What the exercise asks:
Your task is to work out how many lines in the data include the word "give". Reply with the number alone.

*** The data ***

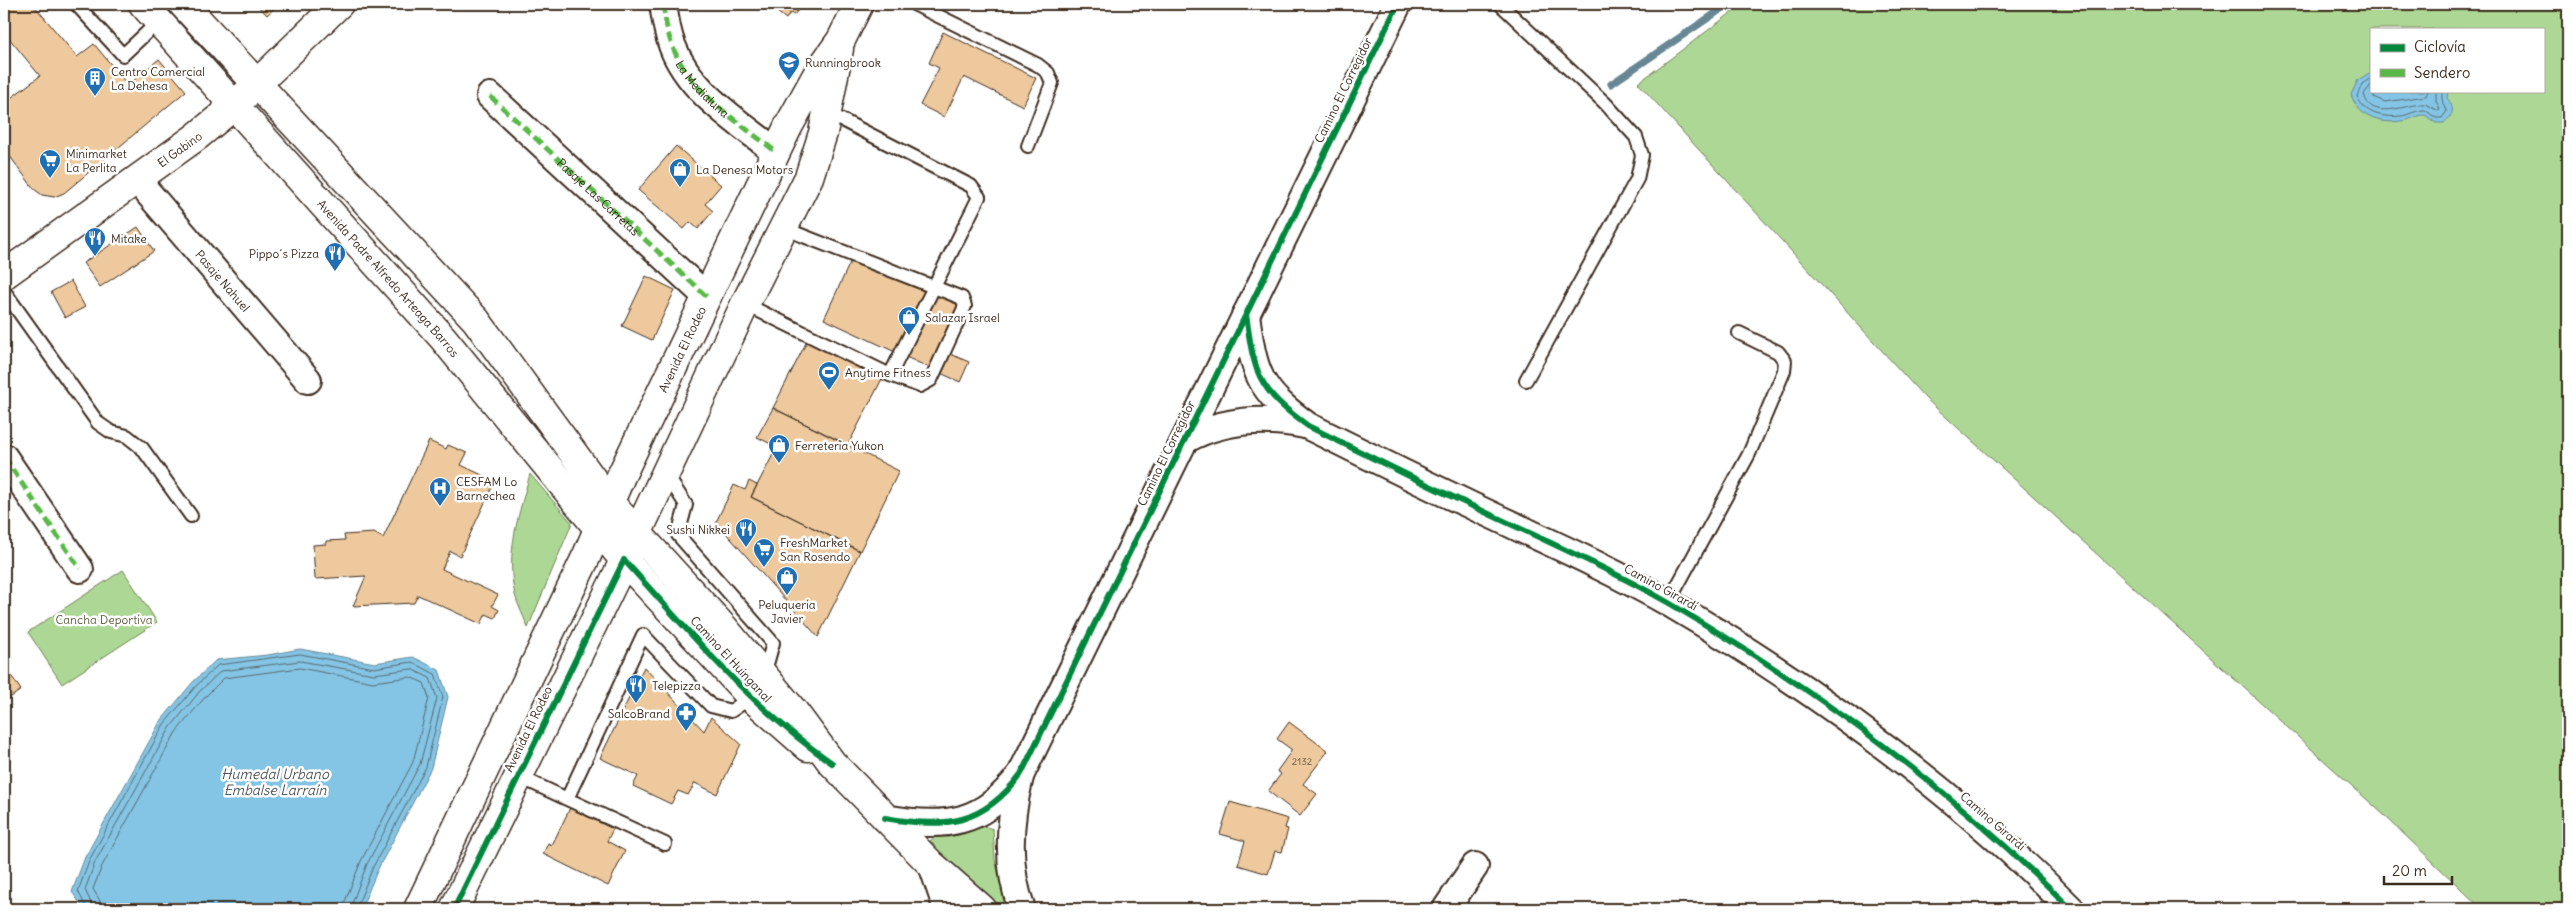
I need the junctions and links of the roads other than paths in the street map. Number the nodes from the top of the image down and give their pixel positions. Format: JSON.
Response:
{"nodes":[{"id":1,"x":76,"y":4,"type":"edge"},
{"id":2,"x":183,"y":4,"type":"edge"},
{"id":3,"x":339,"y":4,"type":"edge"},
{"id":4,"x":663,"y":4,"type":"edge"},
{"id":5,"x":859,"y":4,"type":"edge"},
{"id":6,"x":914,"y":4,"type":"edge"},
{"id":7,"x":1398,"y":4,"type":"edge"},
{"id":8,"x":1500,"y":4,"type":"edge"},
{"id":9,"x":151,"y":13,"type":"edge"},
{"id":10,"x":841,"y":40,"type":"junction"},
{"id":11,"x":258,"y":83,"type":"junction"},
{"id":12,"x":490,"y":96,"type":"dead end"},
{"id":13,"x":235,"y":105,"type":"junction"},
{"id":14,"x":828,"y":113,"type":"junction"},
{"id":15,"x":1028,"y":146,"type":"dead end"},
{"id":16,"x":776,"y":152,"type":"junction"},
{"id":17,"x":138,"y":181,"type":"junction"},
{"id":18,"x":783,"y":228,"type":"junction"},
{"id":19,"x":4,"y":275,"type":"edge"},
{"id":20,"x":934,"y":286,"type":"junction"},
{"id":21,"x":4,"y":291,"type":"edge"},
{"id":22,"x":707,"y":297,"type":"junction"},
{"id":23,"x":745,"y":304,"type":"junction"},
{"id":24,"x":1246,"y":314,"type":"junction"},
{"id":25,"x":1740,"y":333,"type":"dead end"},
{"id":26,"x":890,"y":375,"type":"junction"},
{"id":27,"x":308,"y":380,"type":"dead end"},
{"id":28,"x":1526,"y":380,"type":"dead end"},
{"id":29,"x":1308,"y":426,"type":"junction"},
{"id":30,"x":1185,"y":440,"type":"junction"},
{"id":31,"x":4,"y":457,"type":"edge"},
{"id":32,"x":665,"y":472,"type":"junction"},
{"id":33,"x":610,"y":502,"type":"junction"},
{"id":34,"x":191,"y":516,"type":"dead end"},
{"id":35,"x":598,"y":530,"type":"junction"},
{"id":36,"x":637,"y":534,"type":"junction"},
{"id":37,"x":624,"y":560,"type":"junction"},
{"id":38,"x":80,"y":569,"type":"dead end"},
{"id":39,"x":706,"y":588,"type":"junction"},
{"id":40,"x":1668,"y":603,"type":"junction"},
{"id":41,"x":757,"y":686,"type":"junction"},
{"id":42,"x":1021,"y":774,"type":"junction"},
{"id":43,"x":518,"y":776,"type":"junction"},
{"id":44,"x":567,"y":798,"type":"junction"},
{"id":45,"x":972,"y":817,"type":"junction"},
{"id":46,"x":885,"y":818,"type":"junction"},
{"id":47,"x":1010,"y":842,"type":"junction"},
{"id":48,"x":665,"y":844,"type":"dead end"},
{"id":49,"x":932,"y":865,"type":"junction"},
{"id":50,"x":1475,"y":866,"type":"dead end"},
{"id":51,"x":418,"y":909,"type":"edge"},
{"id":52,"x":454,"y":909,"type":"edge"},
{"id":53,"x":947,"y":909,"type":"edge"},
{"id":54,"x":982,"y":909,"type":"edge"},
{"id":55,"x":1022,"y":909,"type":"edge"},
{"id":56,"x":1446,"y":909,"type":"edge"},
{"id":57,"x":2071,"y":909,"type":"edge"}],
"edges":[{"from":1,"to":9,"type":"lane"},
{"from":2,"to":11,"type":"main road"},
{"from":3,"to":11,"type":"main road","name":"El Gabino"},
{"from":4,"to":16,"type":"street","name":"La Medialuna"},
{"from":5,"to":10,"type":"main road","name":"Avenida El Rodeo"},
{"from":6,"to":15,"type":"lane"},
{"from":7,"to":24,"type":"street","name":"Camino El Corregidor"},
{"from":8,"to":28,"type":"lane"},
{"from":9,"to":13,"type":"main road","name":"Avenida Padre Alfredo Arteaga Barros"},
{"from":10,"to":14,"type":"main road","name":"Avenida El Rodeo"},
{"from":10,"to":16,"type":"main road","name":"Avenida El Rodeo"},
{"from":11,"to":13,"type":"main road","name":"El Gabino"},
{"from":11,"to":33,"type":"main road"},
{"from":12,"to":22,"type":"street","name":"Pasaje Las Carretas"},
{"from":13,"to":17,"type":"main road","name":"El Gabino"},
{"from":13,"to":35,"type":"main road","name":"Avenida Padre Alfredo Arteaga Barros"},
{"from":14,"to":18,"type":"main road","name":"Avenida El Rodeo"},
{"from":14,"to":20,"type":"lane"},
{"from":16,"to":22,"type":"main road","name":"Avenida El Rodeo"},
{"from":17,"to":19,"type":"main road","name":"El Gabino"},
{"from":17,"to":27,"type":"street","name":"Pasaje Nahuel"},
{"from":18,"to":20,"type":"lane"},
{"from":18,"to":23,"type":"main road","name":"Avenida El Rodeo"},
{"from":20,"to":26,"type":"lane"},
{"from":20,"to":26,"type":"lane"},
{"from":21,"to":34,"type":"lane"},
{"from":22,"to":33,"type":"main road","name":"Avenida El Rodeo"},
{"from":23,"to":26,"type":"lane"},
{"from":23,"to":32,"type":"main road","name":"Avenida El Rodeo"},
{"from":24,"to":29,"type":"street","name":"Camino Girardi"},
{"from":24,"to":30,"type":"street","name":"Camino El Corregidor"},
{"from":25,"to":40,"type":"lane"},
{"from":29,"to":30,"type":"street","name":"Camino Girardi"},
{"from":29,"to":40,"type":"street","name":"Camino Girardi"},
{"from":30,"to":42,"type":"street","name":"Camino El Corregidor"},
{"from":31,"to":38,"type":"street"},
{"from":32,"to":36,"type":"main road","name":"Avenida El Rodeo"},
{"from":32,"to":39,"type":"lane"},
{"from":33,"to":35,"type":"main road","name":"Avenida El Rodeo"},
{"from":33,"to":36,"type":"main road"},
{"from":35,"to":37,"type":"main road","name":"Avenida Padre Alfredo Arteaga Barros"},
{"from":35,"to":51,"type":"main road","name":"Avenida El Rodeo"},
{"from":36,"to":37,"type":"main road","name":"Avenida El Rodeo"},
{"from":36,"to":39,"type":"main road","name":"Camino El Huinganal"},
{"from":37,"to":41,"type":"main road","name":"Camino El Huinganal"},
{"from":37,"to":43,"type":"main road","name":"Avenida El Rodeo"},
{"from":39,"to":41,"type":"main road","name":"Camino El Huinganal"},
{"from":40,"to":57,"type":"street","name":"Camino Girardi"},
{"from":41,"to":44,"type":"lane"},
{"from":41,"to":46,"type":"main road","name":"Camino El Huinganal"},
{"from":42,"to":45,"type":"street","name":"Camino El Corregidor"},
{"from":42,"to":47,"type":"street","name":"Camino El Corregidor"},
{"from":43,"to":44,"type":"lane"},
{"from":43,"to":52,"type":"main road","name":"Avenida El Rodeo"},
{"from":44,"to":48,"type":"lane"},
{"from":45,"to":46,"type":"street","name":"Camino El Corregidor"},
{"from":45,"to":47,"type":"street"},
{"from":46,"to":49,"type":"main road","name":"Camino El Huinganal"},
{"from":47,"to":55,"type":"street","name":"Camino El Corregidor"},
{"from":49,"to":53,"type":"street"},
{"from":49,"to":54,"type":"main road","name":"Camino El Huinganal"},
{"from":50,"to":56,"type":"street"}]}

*** End of The data ***
*** The data ***

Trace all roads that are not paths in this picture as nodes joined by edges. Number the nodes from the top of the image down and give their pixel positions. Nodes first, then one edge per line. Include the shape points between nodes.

*** End of The data ***

Response:
2